Llama 3 currently has two model weights with parameters of 8B and 70B. (B stands for billion and represents how complex the model is and how well the model understands the training.) So far we have only provided text-based responses, but these Meta says it's a big improvement from the version. Llama 3 showed more variety in responding to prompts, had fewer false refusals to answer questions, and was able to reason better. Mehta also said that Llama 3 now understands more instructions and writes better code than before.

In the post, Mehta claims that in certain benchmark tests, both Llama 3 sizes outperformed similarly sized models such as Google's Gemma, Gemini, Mistral 7B, and Anthropics' Claude 3. In his MMLU benchmark, which measures general knowledge, Llama 3 8B performed significantly better than both Gemma 7B and Mistral 7B, and Llama 3 70B slightly outperformed Gemini Pro 1.5.

(It is perhaps noteworthy that Metas' 2,700-word post does not mention OpenAI's flagship model, GPT-4.)

Benchmarking your AI model can help you understand how powerful your AI model is, but it's also important to note that it's imperfect. It turns out that the dataset used to benchmark the model is part of the model's training. This means that the model already knows the answers to the questions the evaluator asks.

Benchmark tests show that both sizes of Llama 3 outperform similarly sized language models.Screenshot: Emilia David / The Verge

Meta said human evaluators also rated Llama 3 higher than other models such as OpenAI GPT-3.5. Meta says it has created a new dataset for human evaluators to emulate real-world scenarios in which Llama 3 might be used. This dataset included use cases such as requesting advice, summarizing, and creative writing. The company said the team working on the model did not have access to this new evaluation data and it did not affect the model's performance.

This assessment set includes 1,800 prompts covering 12 key use cases: Seeking Advice, Brainstorming, Classification, Answering Closed Questions, Coding, Creative Writing, Extraction, Character/ We talk about the existence of personas, answering open questions, reasoning, rewriting, summarizing, meta and blog posts.

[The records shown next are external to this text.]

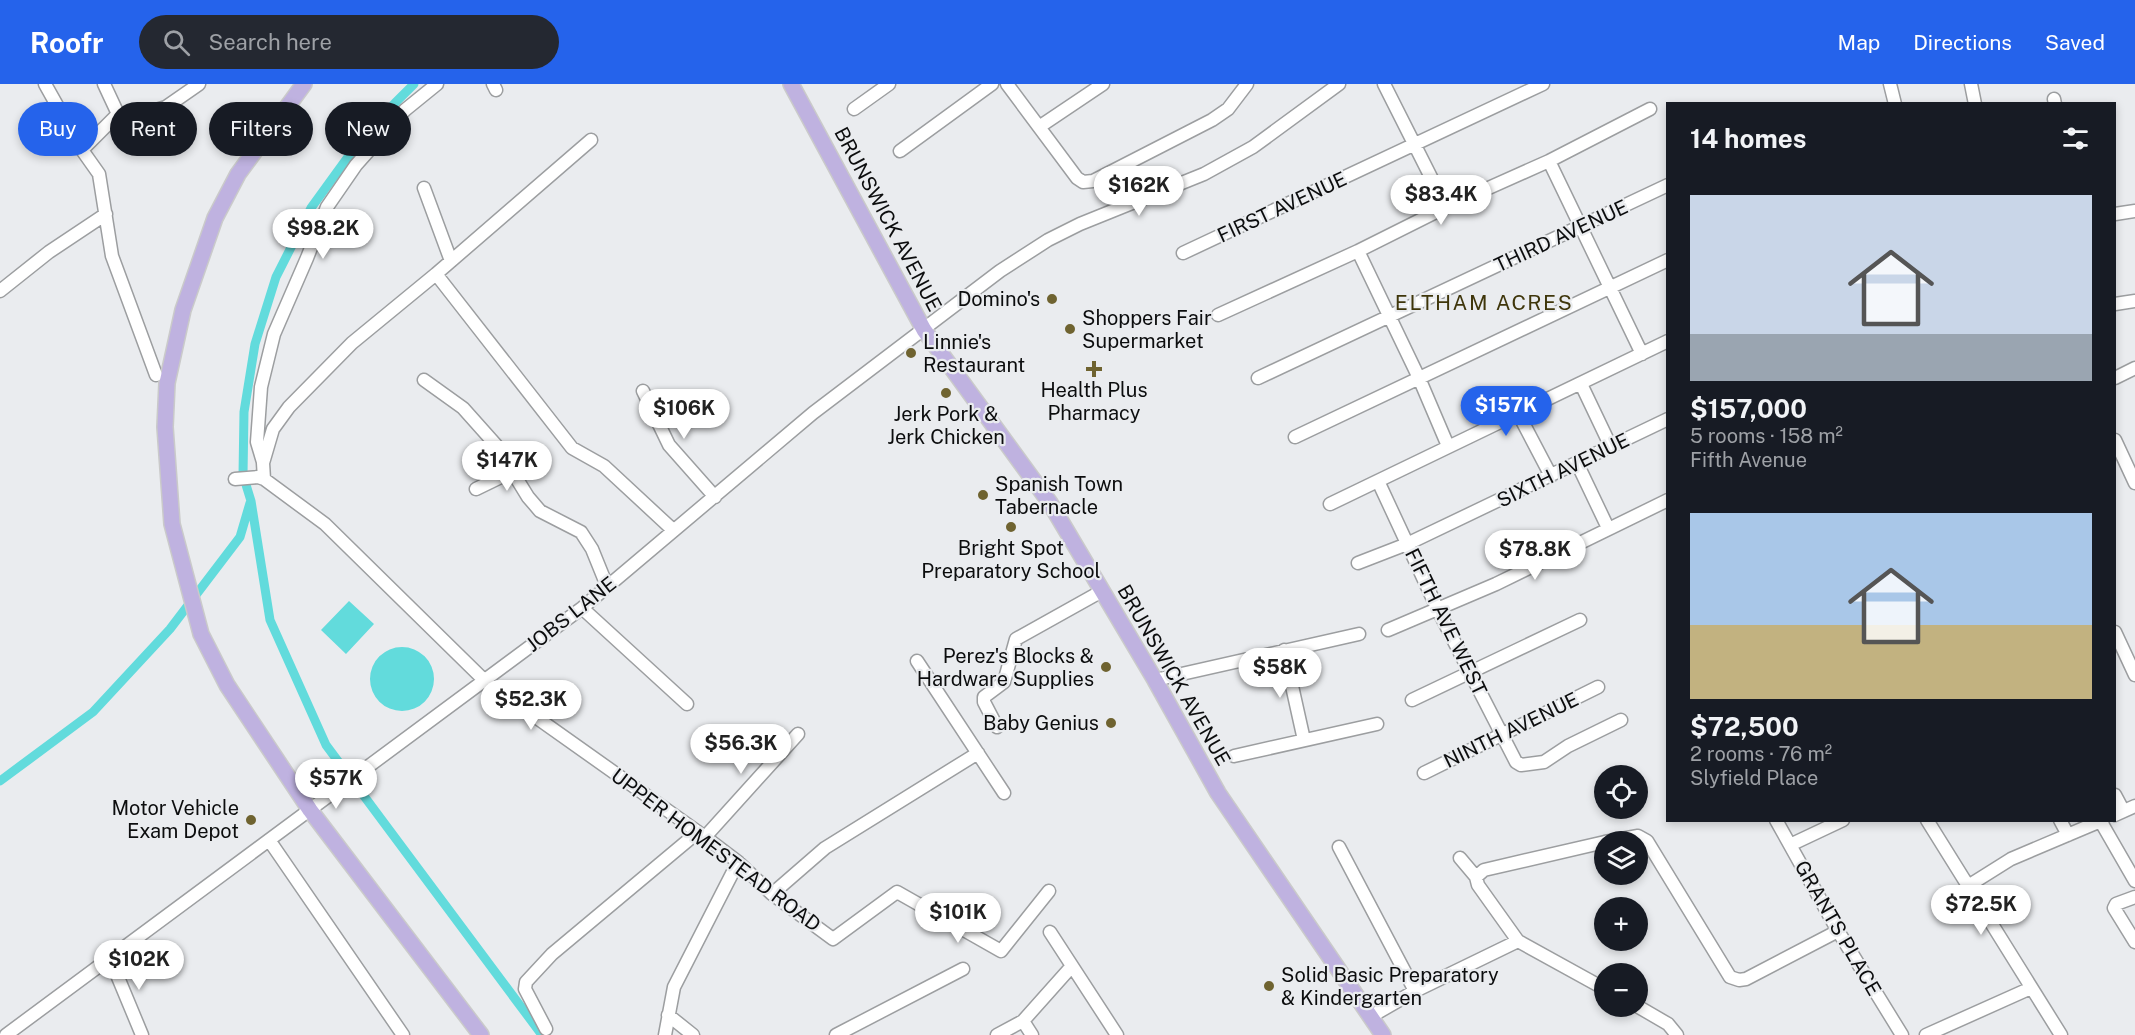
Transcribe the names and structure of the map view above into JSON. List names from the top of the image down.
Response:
{
  "streets": {
    "main road": ["BRUNSWICK AVENUE"],
    "street": [
      "FIRST AVENUE",
      "THIRD AVENUE",
      "SIXTH AVENUE",
      "JOBS LANE",
      "FIFTH AVE WEST",
      "NINTH AVENUE",
      "UPPER HOMESTEAD ROAD",
      "GRANTS PLACE"
    ]
  },
  "crossings": [
    ["BRUNSWICK AVENUE", "JOBS LANE"],
    ["SIXTH AVENUE", "FIFTH AVE WEST"],
    ["JOBS LANE", "UPPER HOMESTEAD ROAD"],
    ["FIFTH AVE WEST", "NINTH AVENUE"]
  ],
  "districts": ["ELTHAM ACRES"],
  "places": {
    "other": [
      "Domino's",
      "Shoppers Fair Supermarket",
      "Linnie's Restaurant",
      "Jerk Pork & Jerk Chicken",
      "Spanish Town Tabernacle",
      "Bright Spot Preparatory School",
      "Perez's Blocks & Hardware Supplies",
      "Baby Genius",
      "Motor Vehicle Exam Depot",
      "Solid Basic Preparatory & Kindergarten"
    ],
    "health": ["Health Plus Pharmacy"]
  },
  "page": {
    "header": "Roofr",
    "search": "Search here",
    "nav": ["Map", "Directions", "Saved"],
    "chip": [
      "Buy",
      "Rent",
      "Filters",
      "New"
    ],
    "heading": "14 homes",
    "price": [
      "$162K",
      "$83.4K",
      "$98.2K",
      "$157K",
      "$106K",
      "$147K",
      "$78.8K",
      "$58K",
      "$52.3K",
      "$56.3K",
      "$57K",
      "$72.5K",
      "$101K",
      "$102K"
    ],
    "list": [
      {
        "name": "$157,000",
        "note": "5 rooms · 158 m² · Fifth Avenue"
      },
      {
        "name": "$72,500",
        "note": "2 rooms · 76 m² · Slyfield Place"
      }
    ],
    "map_buttons": ["+", "−"]
  }
}
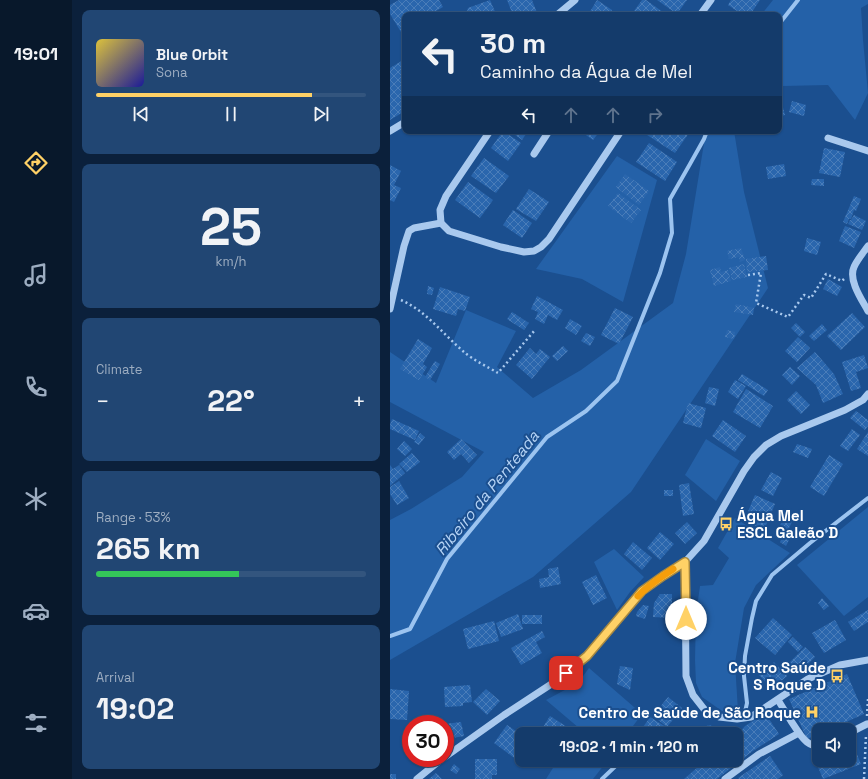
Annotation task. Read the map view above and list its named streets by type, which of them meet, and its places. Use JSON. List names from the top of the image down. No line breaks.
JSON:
{"water":["Ribeiro da Penteada"],"places":{"bus stop":["Água Mel ESCL Galeão D","Centro Saúde S Roque D"],"hospital":["Centro de Saúde de São Roque"]},"page":{"tabs":"19:01","turn":["30 m","Caminho da Água de Mel"],"song":["Blue Orbit","Sona"],"tile":[["25","km/h"],"Climate",["Range · 53%","265 km"],["Arrival","19:02"]],"heat":["−","22°","+"],"limit":"30","trip":"19:02 · 1 min · 120 m"}}
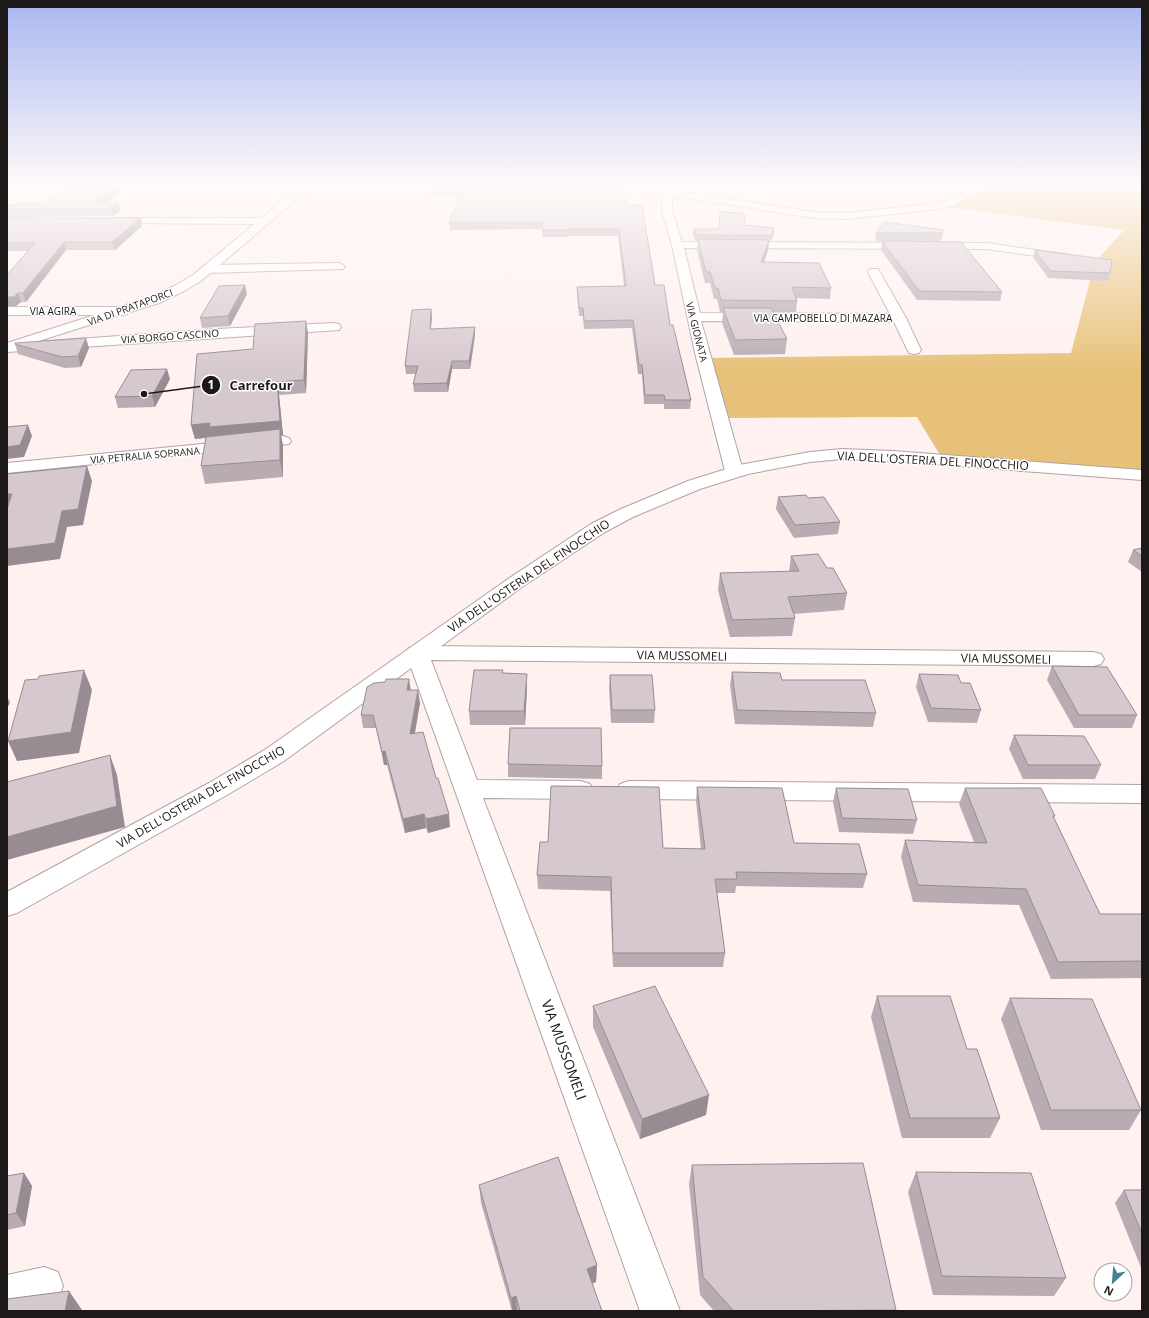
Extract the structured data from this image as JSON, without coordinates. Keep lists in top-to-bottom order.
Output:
{
  "streets": {
    "street": [
      "VIA DI PRATAPORCI",
      "VIA AGIRA",
      "VIA CAMPOBELLO DI MAZARA",
      "VIA GIONATA",
      "VIA BORGO CASCINO",
      "VIA PETRALIA SOPRANA",
      "VIA DELL'OSTERIA DEL FINOCCHIO",
      "VIA MUSSOMELI"
    ]
  },
  "crossings": [
    ["VIA DI PRATAPORCI", "VIA AGIRA"],
    ["VIA DI PRATAPORCI", "VIA BORGO CASCINO"],
    ["VIA CAMPOBELLO DI MAZARA", "VIA GIONATA"],
    ["VIA GIONATA", "VIA DELL'OSTERIA DEL FINOCCHIO"],
    ["VIA DELL'OSTERIA DEL FINOCCHIO", "VIA MUSSOMELI"]
  ],
  "places": ["Carrefour"],
  "north": "bottom left"
}
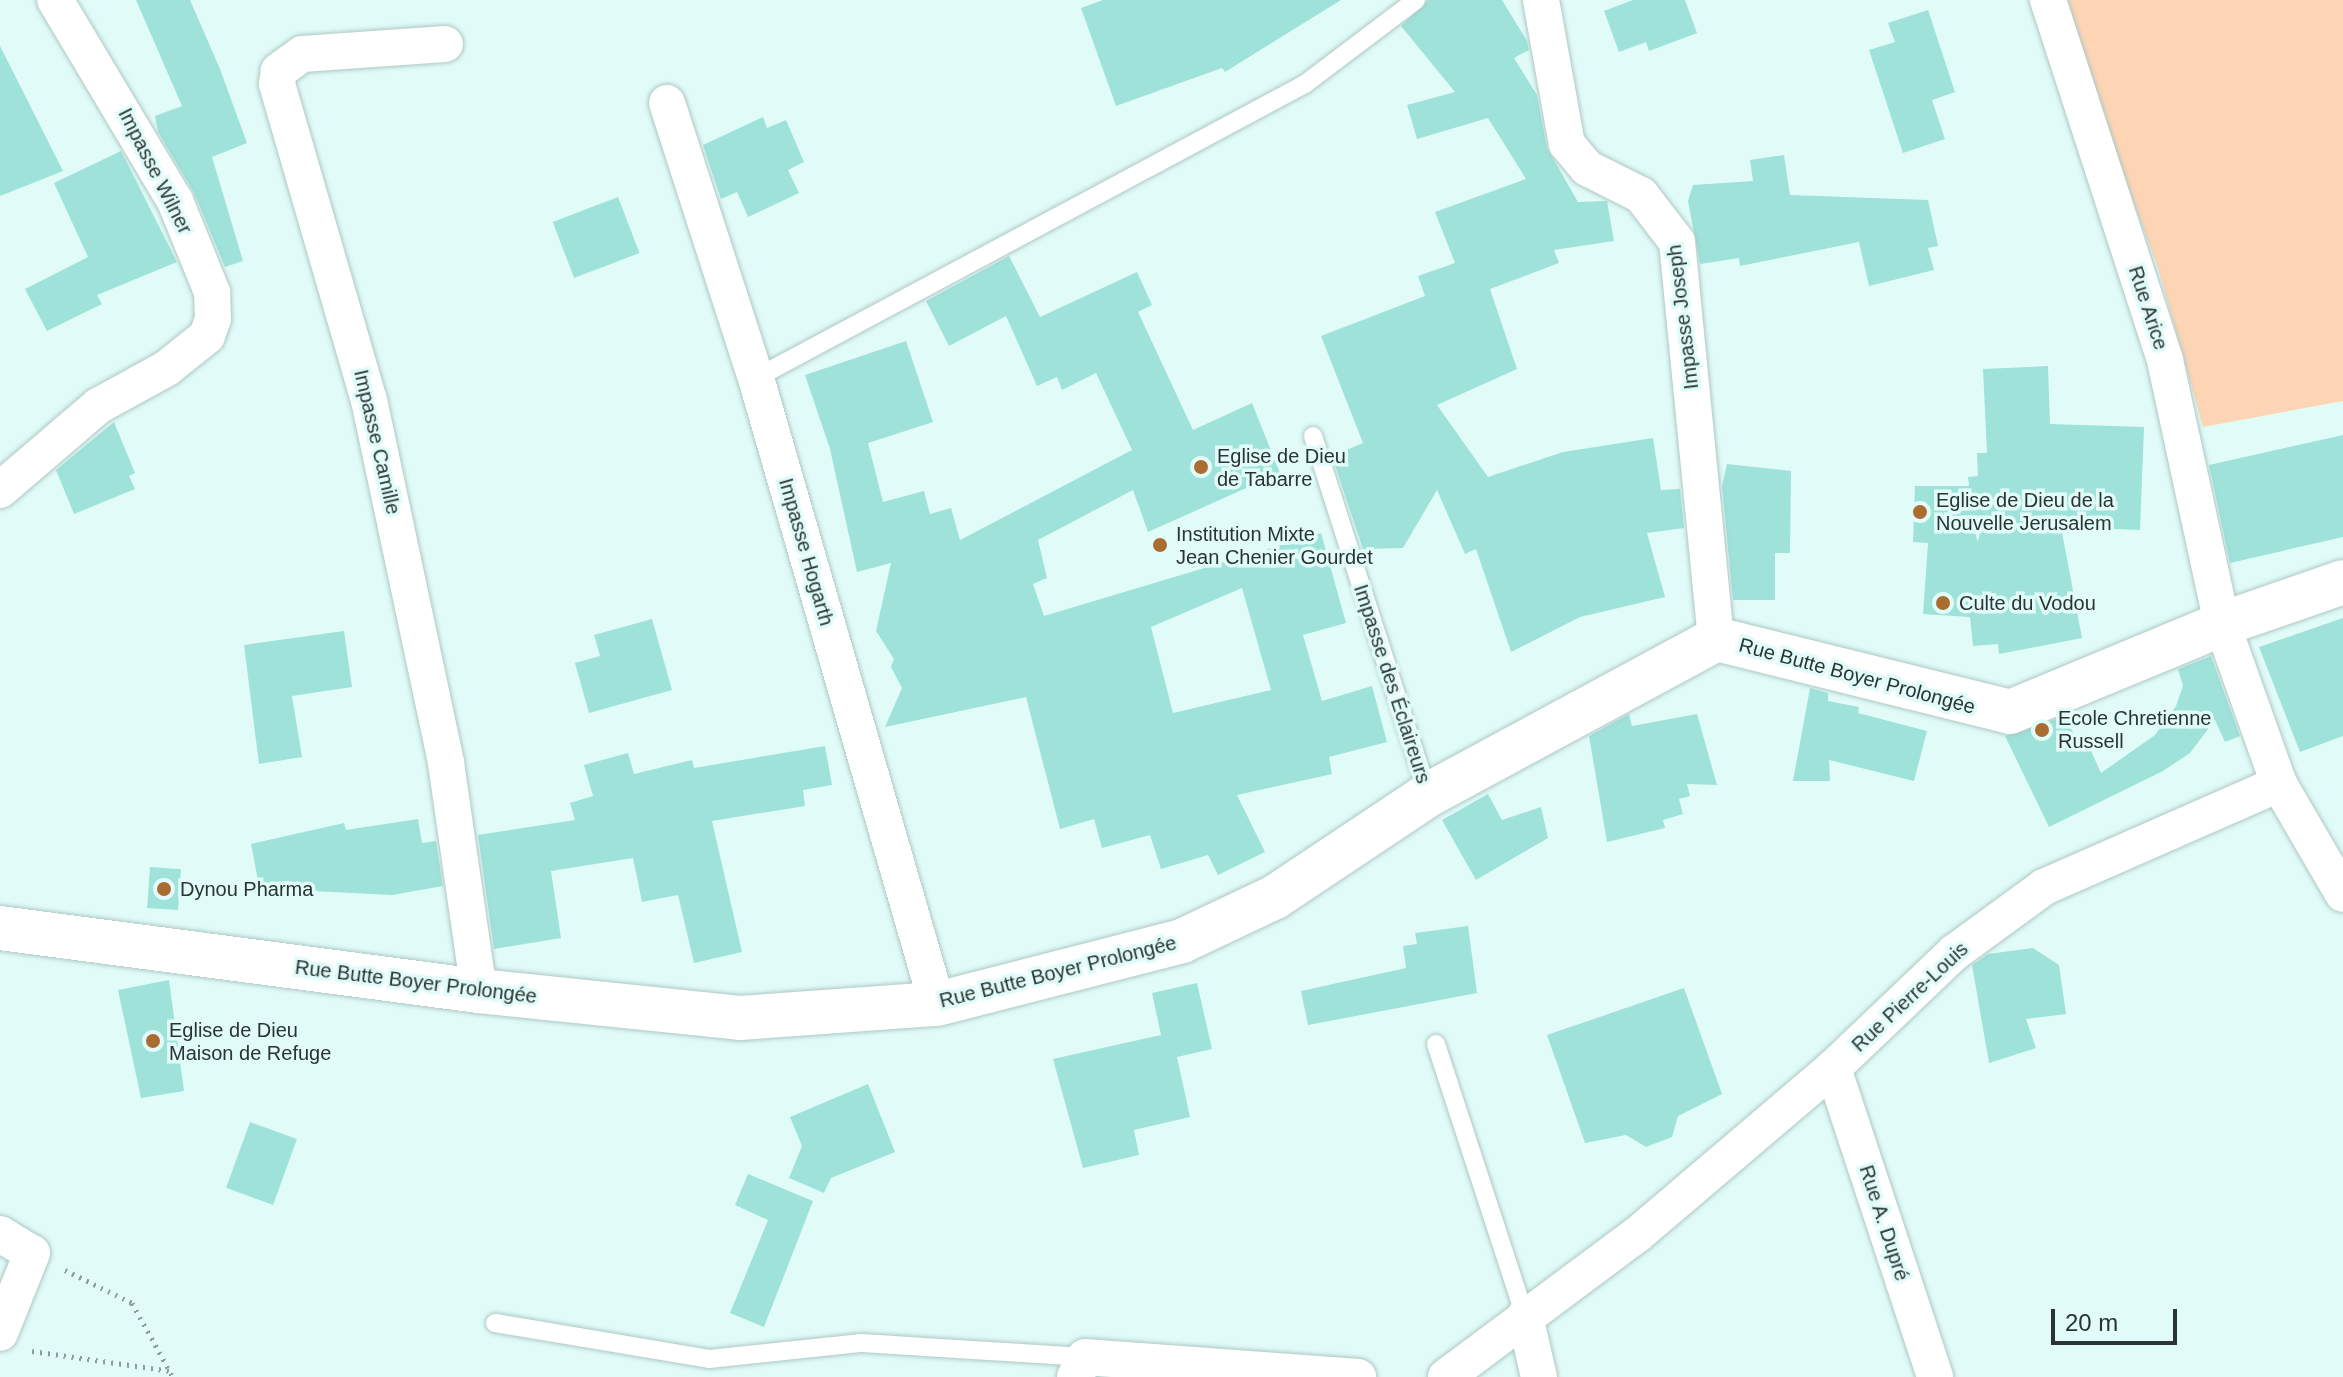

In human evaluation, Llama 3 performed better than most models, Mehta said.Screenshot: Emilia David / The Verge

Llama 3 is expected to have larger model sizes (able to understand longer instruction strings and data) and enable more multimodal responses, such as image generation and audio file transcription. Mehta said that these larger versions, which have more than 400B parameters and can ideally learn more complex patterns than smaller versions of the model, are currently being trained, but initial performance testing shows that these models are It has been shown that many of the questions posed by can be answered.

However, Meta did not release previews of these larger models or compare them to other larger models such as GPT-4.